When Software Stops Being for People
How tools like Notion traded their soul for a seat at the enterprise table — and what AI accelerated.
When Software Stops Being for People
There's a specific kind of sadness that comes with watching a piece of software you loved grow up and forget where it came from. Not the kind of sadness that makes you angry. More like watching a friend slowly change after getting a corporate job. They're still them. Technically. But something is off.
I've been thinking about this a lot lately, particularly about Notion.
The Promise: A Tool That Felt Like Yours
When Notion first appeared, it felt different. The pitch was simple and human: one workspace for your notes, your projects, your life. The early Notion had this energy you could feel. The templates were creative, the community was building wild personal dashboards, people were sharing habit trackers and reading lists and life operating systems. It was personal software, built by people who actually cared about how individuals think and organize.
And that wasn't just a vibe. The free tier was generous. The design was clean without being sterile. You could mold it into whatever you needed. A student organizing semester notes, a freelancer running their whole business, someone just trying to keep their recipes in one place.
Then: Personal dashboards. Life wikis. A blank canvas that felt like possibility. Templates shared by the community, for the community.
Now: Enterprise connectors. SOC 2 compliance badges. AI add-ons at $10/month. The landing page leads with "for teams" before anything else.
The Pivot Nobody Talks About
At some point, Notion started drifting. The features started arriving not because individuals were asking for them, but because enterprise buyers were. Advanced permissions. SCIM provisioning. Audit logs. The kind of stuff that makes a CISO happy but means nothing to someone trying to organize their college life.
I get it. Enterprises pay more, churn less, and sign annual contracts. A single enterprise deal can be worth thousands of individual subscriptions. That's just math.

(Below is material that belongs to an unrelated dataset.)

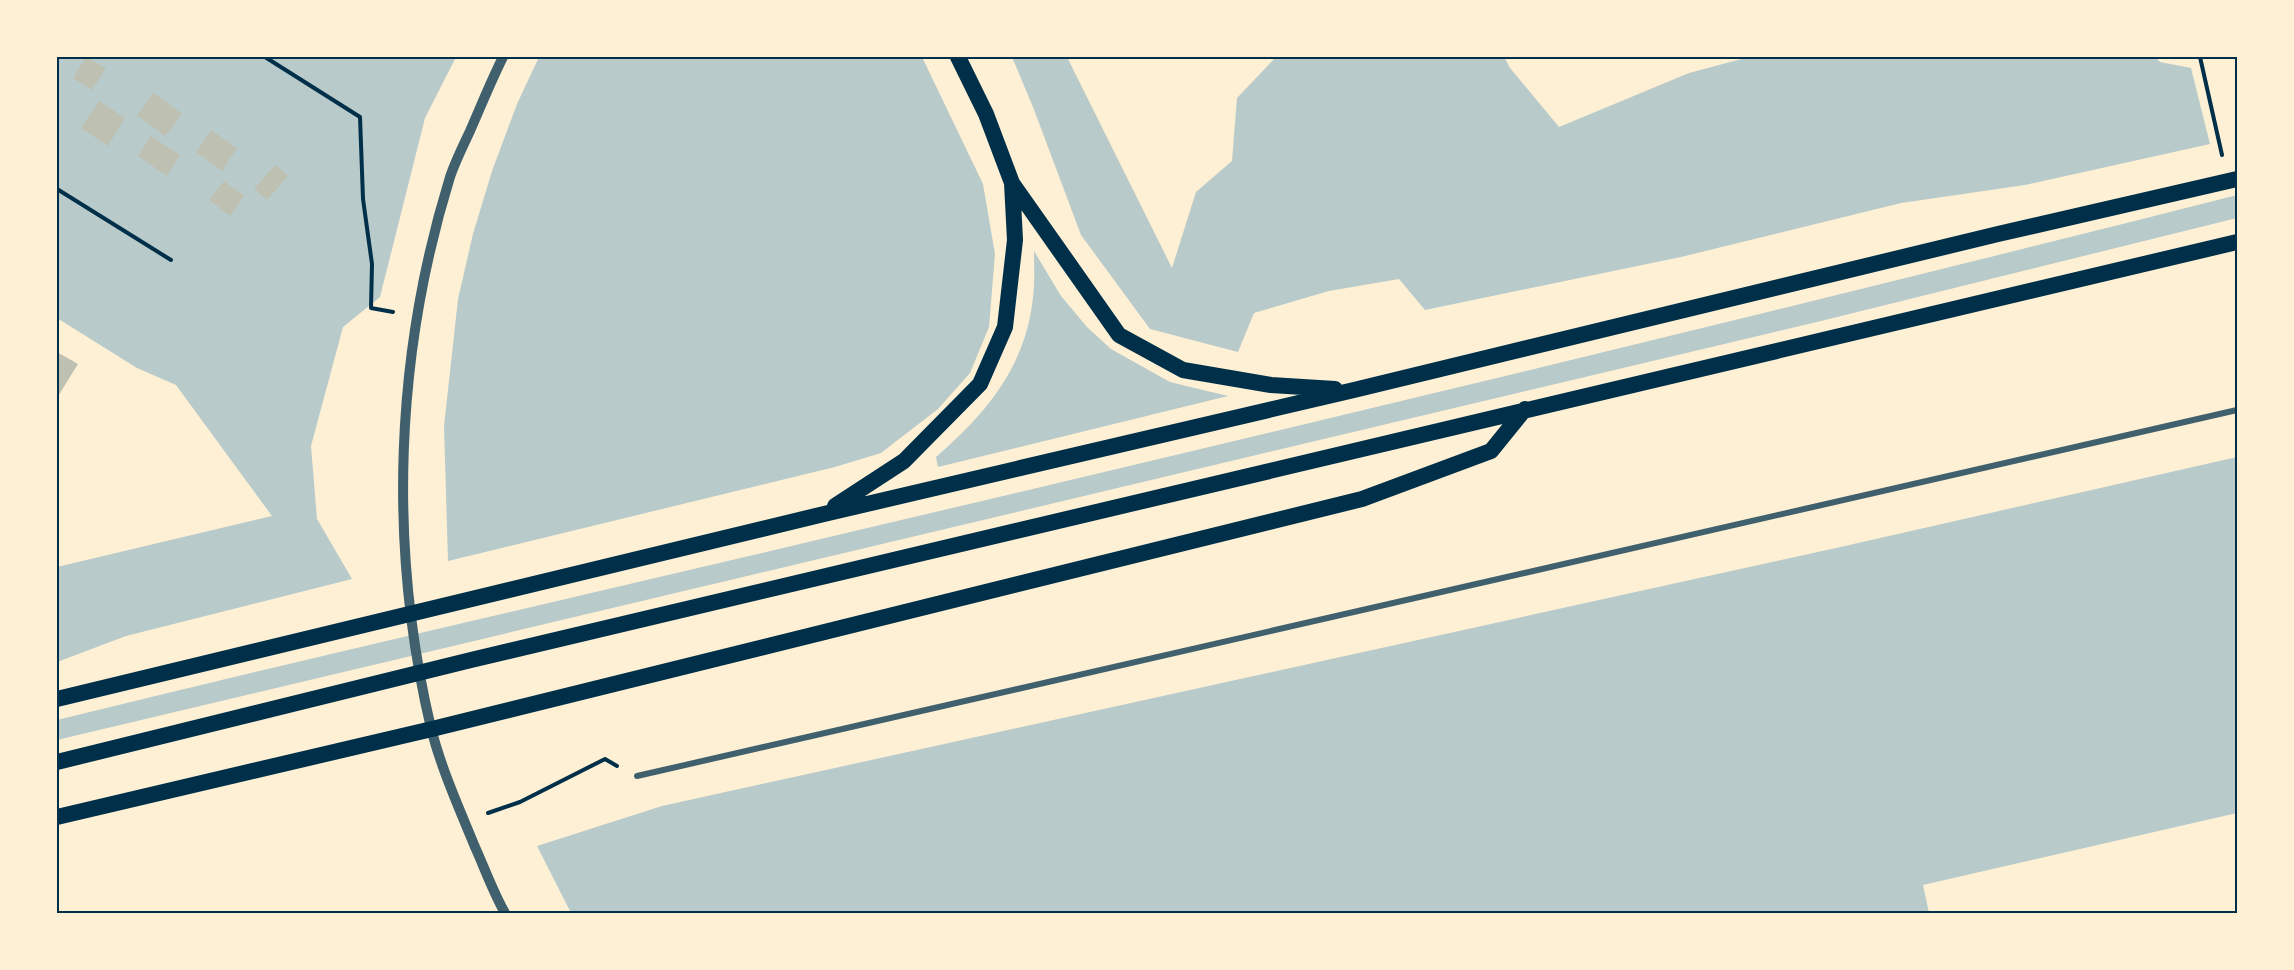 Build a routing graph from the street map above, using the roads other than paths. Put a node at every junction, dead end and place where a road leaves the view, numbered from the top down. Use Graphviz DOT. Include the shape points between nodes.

But there's a cost. And the cost is identity.
"Notion tries to be everything and ends up being mediocre at most things. It's an amazing database tool pretending to be a notes app pretending to be a project manager." — a Reddit user
The default templates shifted from personal systems to sprint planners and OKR trackers. The pricing pushed personal users toward paying for features they'd never use. The whole gravity of the product moved.
Then AI Made It Worse
When Notion introduced Notion AI as a paid add-on, per user, per month, it felt like a confirmation. The tool that once felt generous was now nickel-and-diming you for autocomplete.
And this wasn't unique to Notion. Every productivity tool went through the same transformation in 2023-2024:
- Notion added AI at $10/user/month
- Coda pivoted hard toward enterprise automation
- Evernote was reborn as a corporate zombie after Bending Spoons acquired it
- Todoist, Obsidian, even Apple Notes scrambled to add AI features, some more gracefully than others
The pattern is always the same: take something personal, layer enterprise features on top, charge more.
Software Without a Point of View
What bothers me isn't that Notion became a B2B tool. It's that it lost what made it interesting in the process. You can serve enterprises and still have a personality. Figma does it. Linear does it. Slack, for all its faults, still feels like a product with opinions about how communication should work.
Notion increasingly feels like it has no opinion. It's a blank canvas surrounded by enterprise upsells. The product doesn't stand for anything anymore. It stands for whatever your organization needs it to stand for, and that's fine for a tool, but it's death for a product.
What I Actually Want
I don't want software to stay frozen in time. I want it to evolve with intention, with a clear sense of who it's for and what it believes.
Some apps still get this right:
- Obsidian — local-first, markdown, your files on your machine. Optional AI that respects your data sovereignty.
- Raycast — built for developers and power users, unapologetically.
- Linear — opinionated project management. Fast, clean, committed to a specific philosophy.
The common thread: these tools know who they are.
The Uncomfortable Truth
I still use Notion. It works. But "it works" is the most damning thing you can say about software that once made you excited.
The best software doesn't just function. It reflects a way of thinking. It makes you feel like the people who built it understood something about you. When that feeling disappears, you don't stop using it. You just stop caring about it.
And that's the real loss. Not that Notion became bad. It became forgettable. For a product that once felt like the future of how we organize our thoughts, that's a lot worse.
I've used Notion since 2020 and I'm writing this from a place of genuine affection for what the product once represented. The shift I'm describing isn't unique to Notion, it's a pattern across the industry. But Notion is the one that stings the most because it promised something different.